Lluvia de dinero en el Sur Centro

Ladrones tiraron el botín durante una larga persecución por la carretera
Lluvia de dinero en el Sur Centro
Agentes contienen a los curiosos mientras revisan la camioneta Volvo que usaron los ladrones.
Foto: AP

El vecindario de Vermont Square, en el Sur Centro de Los Ángeles, se convirtió ayer en una sucursal del manicomio cuando dos sospechosos de robar un banco y que eran perseguidos por la policía empezaron a lanzar por la ventanilla del vehículo los billetes del botín.

“Era una locura”, dijo Martin Gómez, residente del área. “Todo mundo corría tras el dinero, eran billetes de diez de veinte, hasta de uno”.

“Yo escuché una vecina que gritaba: ¡Están tirando dinero!… rápido me vine para acá, pero ya no alcancé, ya los habían agarrado”, dijo Julia López , otra residente.

Los dos ladrones que protagonizaron una de las persecusiones automovilísticas más insólitas que se hayan registrados en Los Ángeles, fueron detenidos en la esquina de las avenidas Vernon y Kansas, donde una multitud de aproximadamente 300 personas se arremolinó tratando de agarrar algo del dinero que arrojaron.

El Departamento del Sheriff de Los Ángeles informó que apenas pasadas las 10:00 de la mañana se registró un robo en una sucursal de Bank of America de Santa Clarita.

Cuatro sospechosos fueron ubicados a bordo de una camioneta Volvo SUV color negro por lo que se originó una persecución de más de 40 millas, desde Santa Clarita hasta el área de Vermont Square, en el Sur Centro de Los Ángeles.

La camioneta resultó ser robada y en el interior, según fuentes policíacas, se encontró una pistola y un cuchillo.

Durante la persecución, los policías detectaron que dos de los cuatro supuestos ladrones tuvieron la oportunidad de bajarse del vehículo en la zona de Sylmar, donde más tarde uno de ellos fue localizado y arrestado. Hasta el cierre de esta edición el otro aún se encontraba prófugo.

Cuando los otros dos tripulantes de la Volvo negra llegaron al área de Vermont Square empezaron a arrojar el dinero en las calles, lo que provocó que la gente saliera a las calles y entorpeciera la persecución.

Los nombres de los sospechosos no se dieron a conocer.
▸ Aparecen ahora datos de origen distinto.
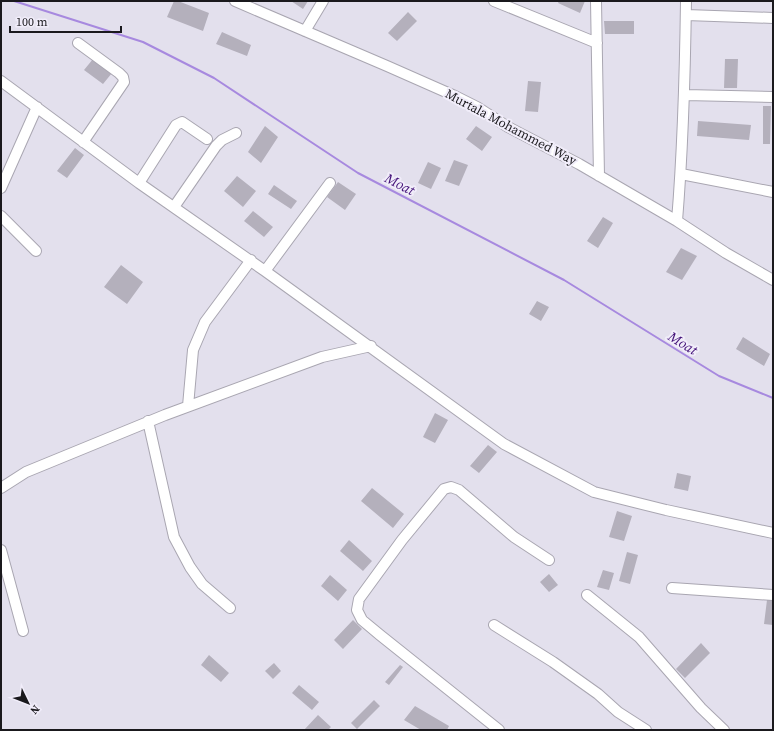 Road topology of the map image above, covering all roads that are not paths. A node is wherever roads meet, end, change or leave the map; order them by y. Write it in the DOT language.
graph roads {
  1 [pos="235,1"];
  2 [pos="323,1"];
  3 [pos="494,1"];
  4 [pos="596,1"];
  5 [pos="686,1"];
  6 [pos="686,15"];
  7 [pos="773,18"];
  8 [pos="305,31"];
  9 [pos="78,43"];
  10 [pos="597,43"];
  11 [pos="1,81"];
  12 [pos="685,95"];
  13 [pos="773,97"];
  14 [pos="37,107"];
  15 [pos="236,133"];
  16 [pos="207,139"];
  17 [pos="83,142"];
  18 [pos="681,174"];
  19 [pos="599,176"];
  20 [pos="139,183"];
  21 [pos="330,183"];
  22 [pos="1,188"];
  23 [pos="773,192"];
  24 [pos="174,207"];
  25 [pos="1,216"];
  26 [pos="677,221"];
  27 [pos="36,251"];
  28 [pos="251,260"];
  29 [pos="265,270"];
  30 [pos="773,280"];
  31 [pos="371,346"];
  32 [pos="188,406"];
  33 [pos="148,421"];
  34 [pos="1,488"];
  35 [pos="773,533"];
  36 [pos="1,550"];
  37 [pos="548,560"];
  38 [pos="672,588"];
  39 [pos="587,595"];
  40 [pos="773,595"];
  41 [pos="230,608"];
  42 [pos="494,625"];
  43 [pos="23,631"];
  44 [pos="499,730"];
  45 [pos="646,730"];
  46 [pos="724,730"];
  1 -- 8 [label="street, Murtala Mohammed Way"];
  2 -- 8 [label="street"];
  3 -- 10 [label="street"];
  4 -- 10 [label="street"];
  5 -- 6 [label="street"];
  6 -- 7 [label="street"];
  6 -- 12 [label="street"];
  8 -- 19 [label="street, Murtala Mohammed Way"];
  9 -- 17 [label="street"];
  10 -- 19 [label="street"];
  11 -- 14 [label="street"];
  12 -- 13 [label="street"];
  12 -- 18 [label="street"];
  14 -- 17 [label="street"];
  14 -- 22 [label="street"];
  15 -- 24 [label="street"];
  16 -- 20 [label="street"];
  17 -- 20 [label="street"];
  18 -- 23 [label="street"];
  18 -- 26 [label="street"];
  19 -- 26 [label="street, Murtala Mohammed Way"];
  20 -- 24 [label="street"];
  21 -- 29 [label="street"];
  24 -- 28 [label="street"];
  25 -- 27 [label="street"];
  26 -- 30 [label="street, Murtala Mohammed Way"];
  28 -- 29 [label="street"];
  28 -- 32 [label="street"];
  29 -- 31 [label="street"];
  31 -- 32 [label="street"];
  31 -- 35 [label="street"];
  32 -- 33 [label="street"];
  33 -- 34 [label="street"];
  33 -- 41 [label="street"];
  36 -- 43 [label="street"];
  37 -- 44 [label="street"];
  38 -- 40 [label="street"];
  39 -- 46 [label="street"];
  42 -- 45 [label="street"];
}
Las imágenes en vivo que transmitían los noticieros de televisión desde sus helicópteros mostraban a la Volvo negra recorrer varias calles de este vecindario desde donde arrojaban el dinero por puñados.

Aún no está claro si la decisión de los presuntos ladrones, ambos de origen afroamericano, de arrojar el dinero por las ventanas del vehículo fue para distraer a los policías y evadirlos, o como una acción planeada para ayudar a la comunidad.

La población de Vermont Square es mayoritariamente pobre de origen afroamericano y latino, y a decir de algunas personas, los sospechosos son residentes del área.

Hubo quienes los calificaron de ser héroes al estilo Robin Hood. “Si los bancos nos roban, nos quitan nuestras casas, yo les aplaudo a estos jóvenes”, dijo Tomothy Brown, de 63 años de edad.

Para Jason Davis se trató de un acto de justicia social, porque en este vecindario marginado de Los Ángeles, la gente está muy necesitada.

“Espero que alguno de mis amigos haya agarrado algo de dinero para que me preste”, comentó este joven.

Durante el tumulto que se formó en la esquina de las avenidas Vermont y Vernon, una señora se acercó al reportero para preguntar de manera misteriosa qué pasaba si alguien agarraba dinero.

Jorge Rodríguez, capitán del Departamento de Policía de Los Ángeles (LAPD), explicó que sería un delito haber tomado el dinero que arrojaron ya que representa evidencia de un delito, por lo que exhortó a la gente a regresarlo a la estación de policía más cercana.

“Es un delito porque es evidencia de un crimen, es dinero que está marcado, se sabe el número de serie y sabemos que fue robado, por eso le estamos pidiendo al público que si tomaron o encontraron dinero lo entreguen”, insistió.

Un centenar de patrullas tuvo que rodear el área para controlar a la multitud que aplaudía a los presuntos ladrones.

“Era una situación muy peligrosa, porque andaban armados, lo que estaban haciendo era su método para escapar y pusieron en peligro a la gente, se armó una locura por la cantidad de gente que intentó agarrar dinero, alguien pudo haber sido atropellado o si hubiera llegado a haber una balacera pudo haber heridos en ese intercambio de balazos”, mencionó el capitán Rodríguez.